Night: observe your asteroid

At night, we'll go to the RIT Observatory and use the 10-inch telescope and CCD camera to take pictures of your asteroids. We will take one picture of each asteroid, then go back and take a second picture of each one. Each group should end up with two pictures of their chosen field, taken 30-60 minutes apart. The asteroid will move a perceptible distance from one image to the other, which should make it easy to find.

You must be ready to provide your field's Right Ascension and Declination, which we will use to point the telescope. You should also be ready to compare the image which will appear on the computer's screen with your finding chart, so that you can verify that we are indeed pointing at the proper spot in the sky.

We will save all the images in FITS format and transfer them back to computer on campus for processing on Day Two.

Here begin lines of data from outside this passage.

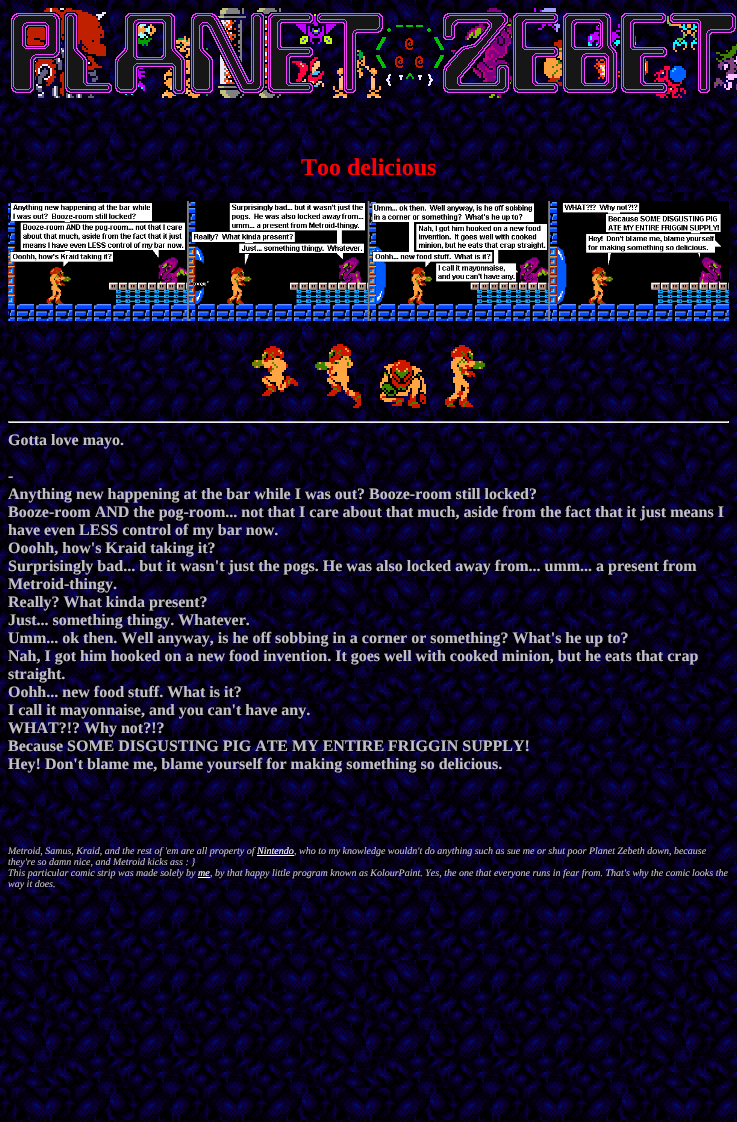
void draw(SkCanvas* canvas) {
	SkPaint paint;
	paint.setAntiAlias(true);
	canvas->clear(0xffffffff);
	canvas->drawImageRect(SkImages::DeferredFromEncodedData(SkData::MakeFromFileName("img1.png")), SkRect::MakeXYWH(0, 0, 737, 1122), SkSamplingOptions());
	canvas->drawImageRect(SkImages::DeferredFromEncodedData(SkData::MakeFromFileName("img2.png")), SkRect::MakeXYWH(11, 8, 726, 90), SkSamplingOptions());
	SkFont f1(fontMgr->matchFamilyStyle("Liberation Serif", SkFontStyle::Bold()), 24);
	f1.setSubpixel(true);
	paint.setColor(0xffff0000);
	canvas->drawString("Too delicious", 301, 175, f1, paint);
	canvas->drawImageRect(SkImages::DeferredFromEncodedData(SkData::MakeFromFileName("img3.png")), SkRect::MakeXYWH(8, 201, 721, 120), SkSamplingOptions());
	canvas->drawImageRect(SkImages::DeferredFromEncodedData(SkData::MakeFromFileName("img4.png")), SkRect::MakeXYWH(252, 346, 46, 50), SkSamplingOptions());
	canvas->drawImageRect(SkImages::DeferredFromEncodedData(SkData::MakeFromFileName("img5.png")), SkRect::MakeXYWH(315, 344, 46, 64), SkSamplingOptions());
	canvas->drawImageRect(SkImages::DeferredFromEncodedData(SkData::MakeFromFileName("img6.png")), SkRect::MakeXYWH(380, 360, 46, 48), SkSamplingOptions());
	canvas->drawImageRect(SkImages::DeferredFromEncodedData(SkData::MakeFromFileName("img7.png")), SkRect::MakeXYWH(445, 345, 40, 62), SkSamplingOptions());
	paint.setColor(0xff9f9f9f);
	canvas->drawRect(SkRect::MakeXYWH(8, 421, 721, 1), paint);
	paint.setColor(0xffeeeeee);
	canvas->drawRect(SkRect::MakeXYWH(728, 421, 1, 2), paint);
	canvas->drawRect(SkRect::MakeXYWH(8, 422, 721, 1), paint);
	paint.setColor(0xff9f9f9f);
	canvas->drawRect(SkRect::MakeXYWH(8, 421, 1, 2), paint);
	SkFont f2(fontMgr->matchFamilyStyle("Liberation Serif", SkFontStyle::Bold()), 16);
	f2.setSubpixel(true);
	paint.setColor(0xffc0c0c0);
	canvas->drawString("Gotta love mayo.", 8, 445, f2, paint);
	canvas->drawString("-", 8, 481, f2, paint);
	canvas->drawString("Anything new happening at the bar while I was out? Booze-room still locked?", 8, 499, f2, paint);
	canvas->drawString("Booze-room AND the pog-room... not that I care about that much, aside from the fact that it just means I", 8, 517, f2, paint);
	canvas->drawString("have even LESS control of my bar now.", 8, 535, f2, paint);
	canvas->drawString("Ooohh, how's Kraid taking it?", 8, 553, f2, paint);
	canvas->drawString("Surprisingly bad... but it wasn't just the pogs. He was also locked away from... umm... a present from", 8, 571, f2, paint);
	canvas->drawString("Metroid-thingy.", 8, 589, f2, paint);
	canvas->drawString("Really? What kinda present?", 8, 607, f2, paint);
	canvas->drawString("Just... something thingy. Whatever.", 8, 625, f2, paint);
	canvas->drawString("Umm... ok then. Well anyway, is he off sobbing in a corner or something? What's he up to?", 8, 643, f2, paint);
	canvas->drawString("Nah, I got him hooked on a new food invention. It goes well with cooked minion, but he eats that crap", 8, 661, f2, paint);
	canvas->drawString("straight.", 8, 679, f2, paint);
	canvas->drawString("Oohh... new food stuff. What is it?", 8, 697, f2, paint);
	canvas->drawString("I call it mayonnaise, and you can't have any.", 8, 715, f2, paint);
	canvas->drawString("WHAT?!? Why not?!?", 8, 733, f2, paint);
	canvas->drawString("Because SOME DISGUSTING PIG ATE MY ENTIRE FRIGGIN SUPPLY!", 8, 751, f2, paint);
	canvas->drawString("Hey! Don't blame me, blame yourself for making something so delicious.", 8, 769, f2, paint);
	SkFont f3(fontMgr->matchFamilyStyle("Liberation Serif", SkFontStyle::Italic()), 10);
	f3.setSubpixel(true);
	canvas->drawString("Metroid, Samus, Kraid, and the rest of 'em are all property of", 8, 854, f3, paint);
	paint.setColor(0xffffffff);
	canvas->drawString("Nintendo", 257, 854, f3, paint);
	paint.setColor(0xffc0c0c0);
	canvas->drawString(", who to my knowledge wouldn't do anything such as sue me or shut poor Planet Zebeth down, because", 294, 854, f3, paint);
	paint.setColor(0xffffffff);
	canvas->drawRect(SkRect::MakeXYWH(257, 855, 37, 1), paint);
	paint.setColor(0xffc0c0c0);
	canvas->drawString("they're so damn nice, and Metroid kicks ass : }", 8, 865, f3, paint);
	canvas->drawString("This particular comic strip was made solely by", 8, 876, f3, paint);
	paint.setColor(0xffffffff);
	canvas->drawString("me", 198, 876, f3, paint);
	canvas->drawRect(SkRect::MakeXYWH(198, 877, 12, 1), paint);
	paint.setColor(0xffc0c0c0);
	canvas->drawString(", by that happy little program known as KolourPaint. Yes, the one that everyone runs in fear from. That's why the comic looks the", 210, 876, f3, paint);
	canvas->drawString("way it does.", 8, 887, f3, paint);
}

Day Two: reduce and analyze the images

On the second day, you must first process your images to remove several types of instrumental defects, and then analyze them to measure properties of your asteroid.

  1. Display your raw image

  2. Remove the dark current

  3. Correct for flat field variations

  4. Find your asteroid

  5. Measure your asteroid's magnitude

  6. Determine the angular distance your asteroid moved

  7. Calculate the linear distance your asteroid moved

  8. Calculate the speed of your asteroid in kilometers per second

At this point, different groups can compare the speeds of their asteroids. There might be some connection between the orbital speed of an asteroid and its distance from the Sun. Do your results show any obvious pattern?